> PROBLEM STATEMENT: A single number is wanted: how many lines of the data below include the string "pinky"?

= = = = = = =

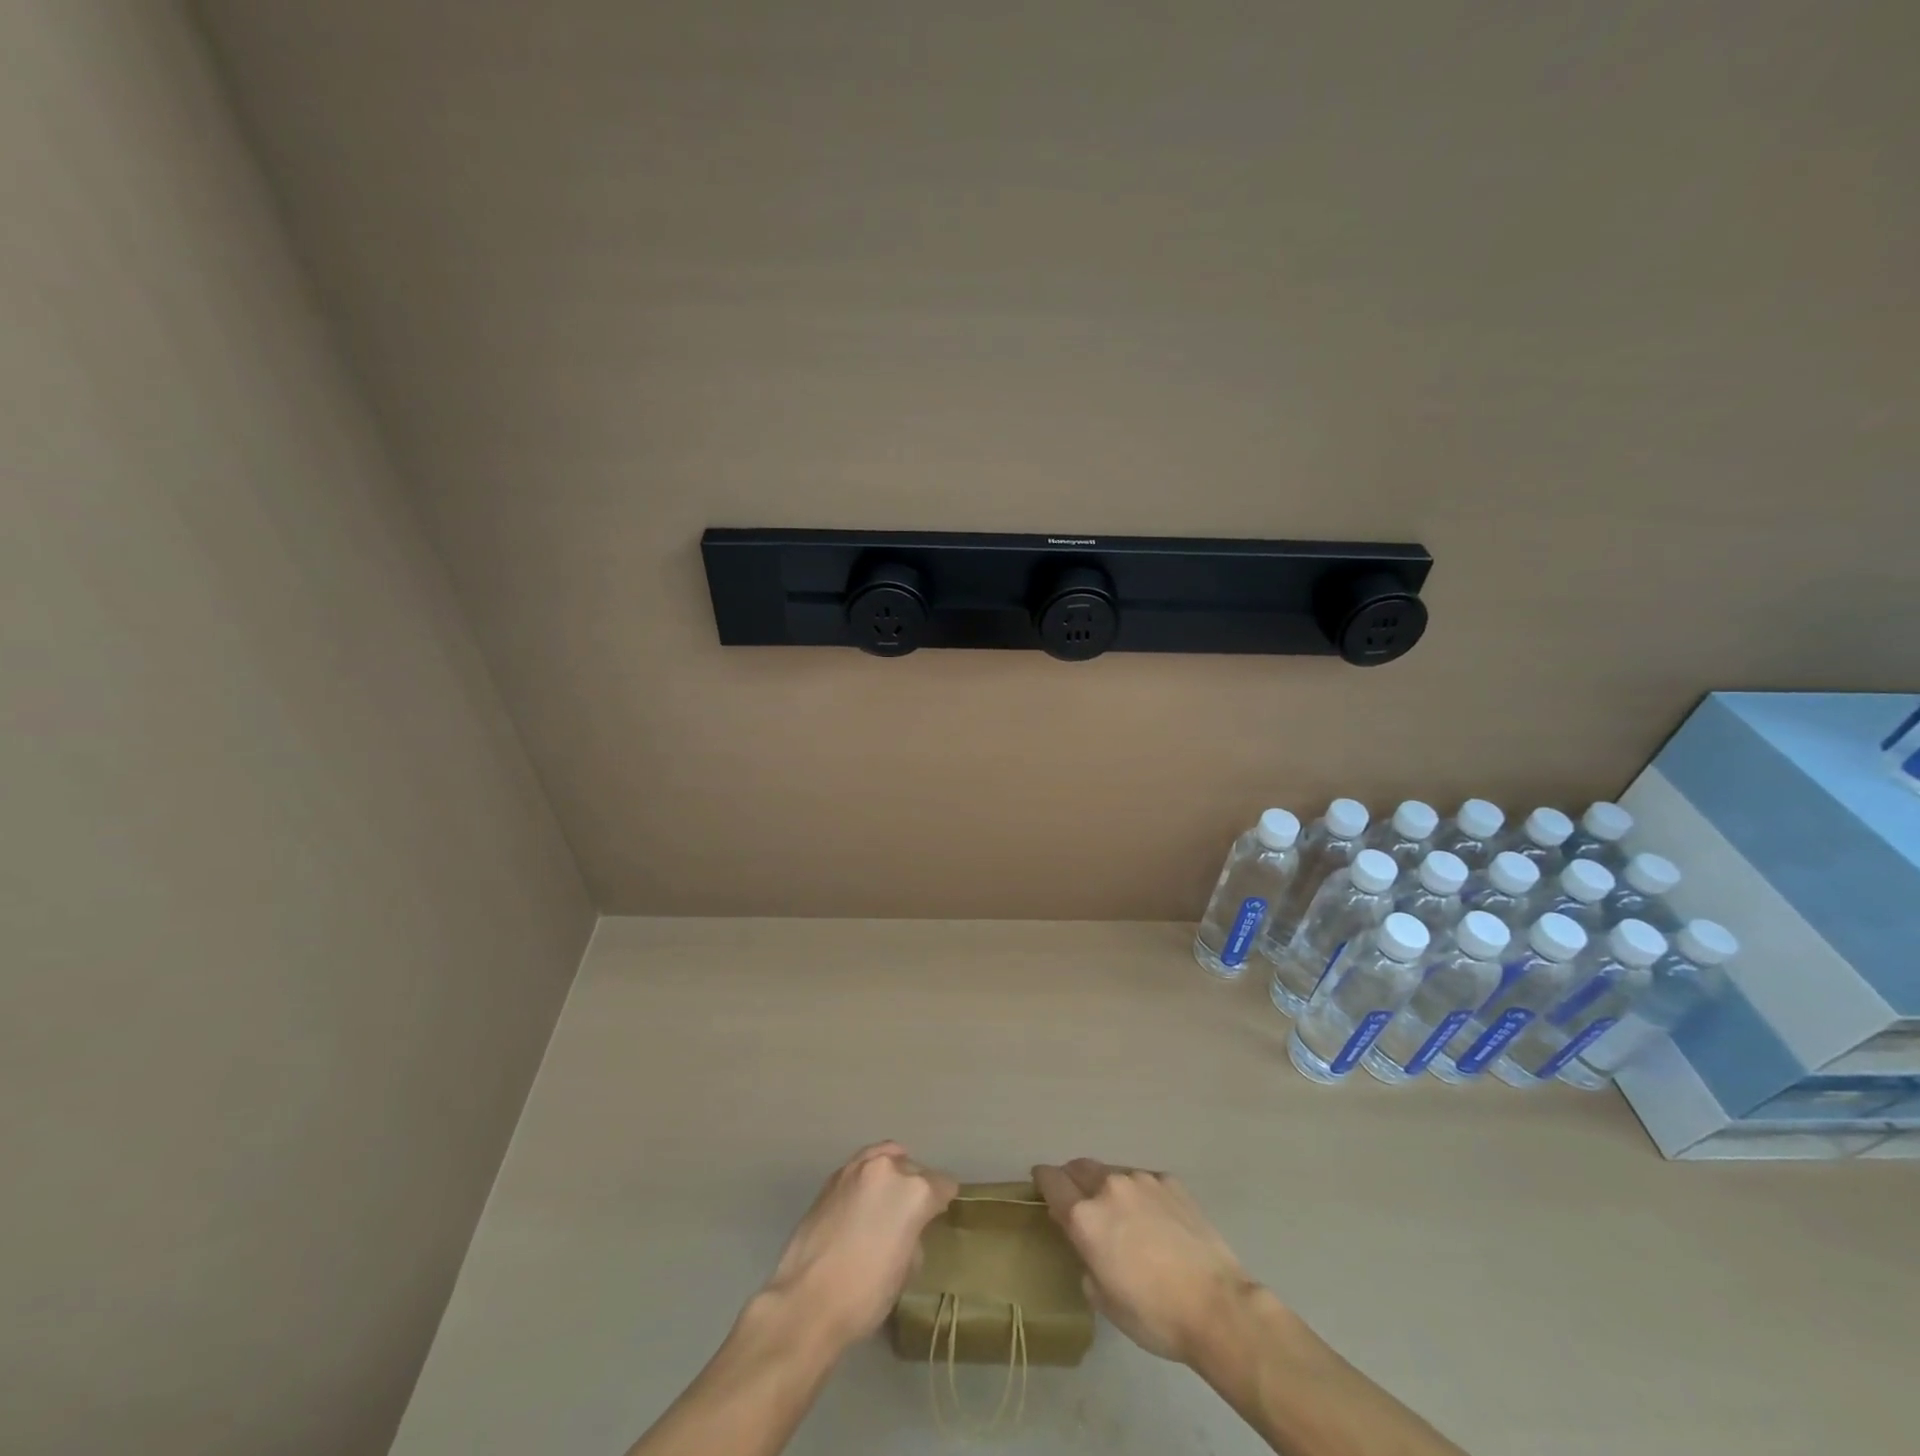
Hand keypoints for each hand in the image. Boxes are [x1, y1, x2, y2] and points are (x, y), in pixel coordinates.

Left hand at [762, 1142, 956, 1353]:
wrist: (806, 1301)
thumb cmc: (865, 1294)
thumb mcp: (906, 1271)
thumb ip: (915, 1235)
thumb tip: (907, 1228)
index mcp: (914, 1191)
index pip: (943, 1185)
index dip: (943, 1201)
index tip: (938, 1214)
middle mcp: (888, 1168)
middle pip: (914, 1168)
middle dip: (916, 1187)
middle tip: (910, 1214)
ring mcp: (857, 1168)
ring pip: (886, 1158)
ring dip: (891, 1175)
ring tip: (887, 1198)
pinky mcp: (832, 1177)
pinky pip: (861, 1167)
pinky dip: (867, 1178)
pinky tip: (862, 1201)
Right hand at [1033, 1158, 1259, 1365]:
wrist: (1216, 1305)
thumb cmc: (1153, 1313)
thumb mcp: (1102, 1297)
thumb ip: (1084, 1257)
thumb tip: (1085, 1239)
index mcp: (1085, 1216)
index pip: (1051, 1181)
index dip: (1042, 1180)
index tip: (1040, 1184)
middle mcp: (1109, 1187)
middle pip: (1079, 1167)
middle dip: (1072, 1179)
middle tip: (1077, 1200)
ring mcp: (1141, 1179)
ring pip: (1112, 1173)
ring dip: (1107, 1188)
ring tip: (1123, 1216)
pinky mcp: (1169, 1181)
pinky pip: (1143, 1181)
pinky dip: (1139, 1194)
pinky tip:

= = = = = = =

> COMPLETED EXERCISE: 8